» WHAT NEEDS TO BE DONE
Below are some records: retype them all exactly, but not the pictures.

☆ ☆ ☆ ☆

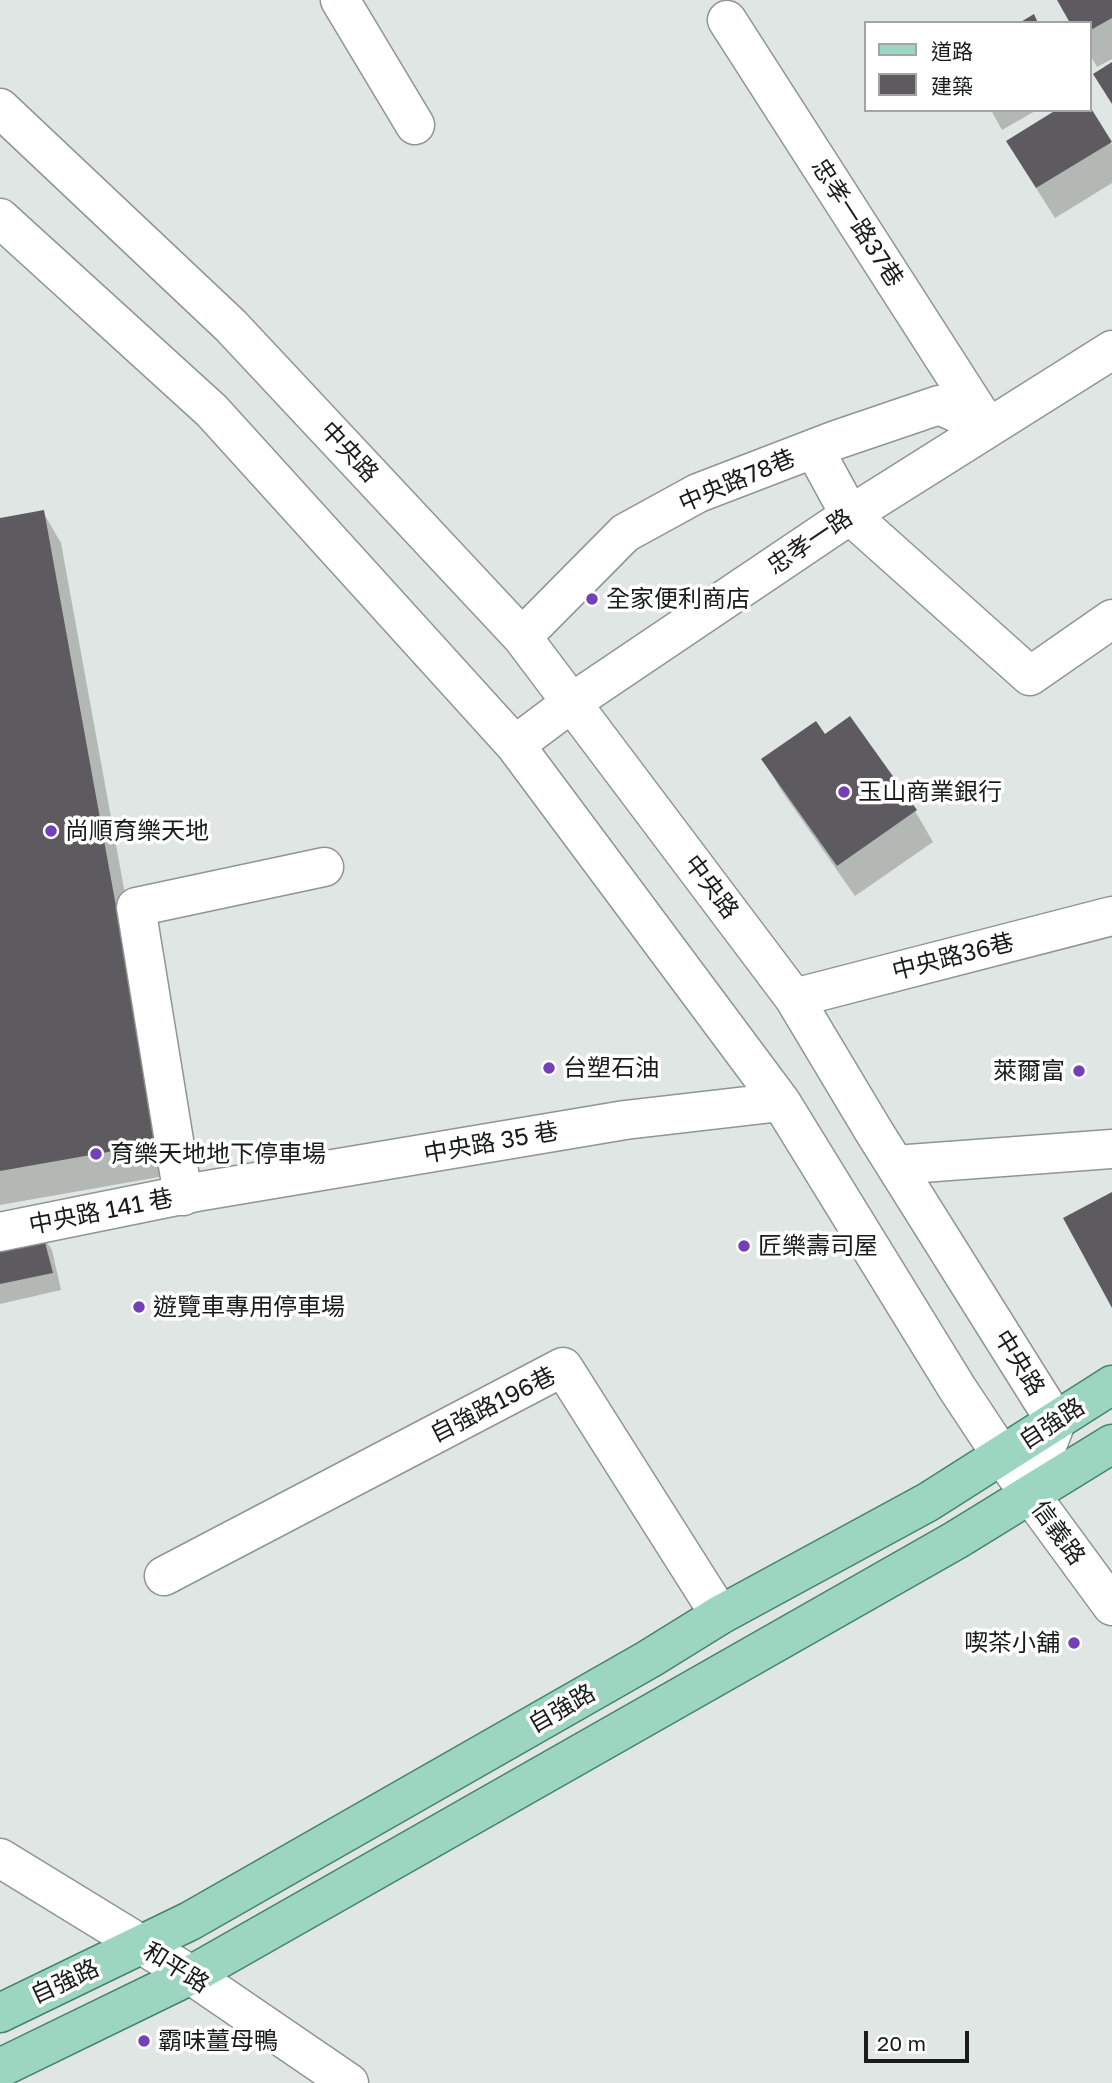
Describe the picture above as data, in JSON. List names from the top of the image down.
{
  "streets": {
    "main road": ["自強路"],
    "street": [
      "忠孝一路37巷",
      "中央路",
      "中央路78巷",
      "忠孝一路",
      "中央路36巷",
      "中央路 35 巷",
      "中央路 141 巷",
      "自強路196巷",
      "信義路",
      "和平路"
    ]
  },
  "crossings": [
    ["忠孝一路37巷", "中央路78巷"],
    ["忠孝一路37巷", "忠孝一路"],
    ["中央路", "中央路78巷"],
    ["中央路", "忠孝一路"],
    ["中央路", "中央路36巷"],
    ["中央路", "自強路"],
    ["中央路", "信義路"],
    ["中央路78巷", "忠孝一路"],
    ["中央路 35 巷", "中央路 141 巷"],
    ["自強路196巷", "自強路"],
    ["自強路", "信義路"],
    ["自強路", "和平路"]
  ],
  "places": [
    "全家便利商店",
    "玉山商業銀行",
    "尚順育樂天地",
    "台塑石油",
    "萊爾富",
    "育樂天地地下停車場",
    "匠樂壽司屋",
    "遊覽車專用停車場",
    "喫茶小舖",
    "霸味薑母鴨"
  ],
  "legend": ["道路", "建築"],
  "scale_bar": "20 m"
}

☆ ☆ ☆ ☆

» COMPLETED TASK
Describe the picture above as data, in JSON. List names from the top of the image down.
{
  "streets": {
    "main road": ["自強路"],
    "street": [
      "忠孝一路37巷",
      "中央路",
      "中央路78巷",
      "忠孝一路",
      "中央路36巷",
      "中央路 35 巷",
      "中央路 141 巷",
      "自強路196巷",
      "信義路",
      "和平路"
    ]
  },
  "crossings": [
    ["忠孝一路37巷", "中央路78巷"],
    ["忠孝一路37巷", "忠孝一路"],
    ["中央路", "中央路78巷"],
    ["中央路", "忠孝一路"],
    ["中央路", "中央路36巷"],
    ["中央路", "自強路"],
    ["中央路", "信義路"],
    ["中央路78巷", "忠孝一路"],
    ["中央路 35 巷", "中央路 141 巷"],
    ["自強路196巷", "自強路"],
    ["自強路", "信義路"],
    ["自強路", "和平路"]
  ],
  "places": [
    "全家便利商店",
    "玉山商業銀行",
    "尚順育樂天地",
    "台塑石油",
    "萊爾富",
    "育樂天地地下停車場",
    "匠樂壽司屋",
    "遊覽車專用停車場",
    "喫茶小舖",
    "霸味薑母鴨"
  ],
  "legend": ["道路", "建築"],
  "scale_bar": "20 m"
}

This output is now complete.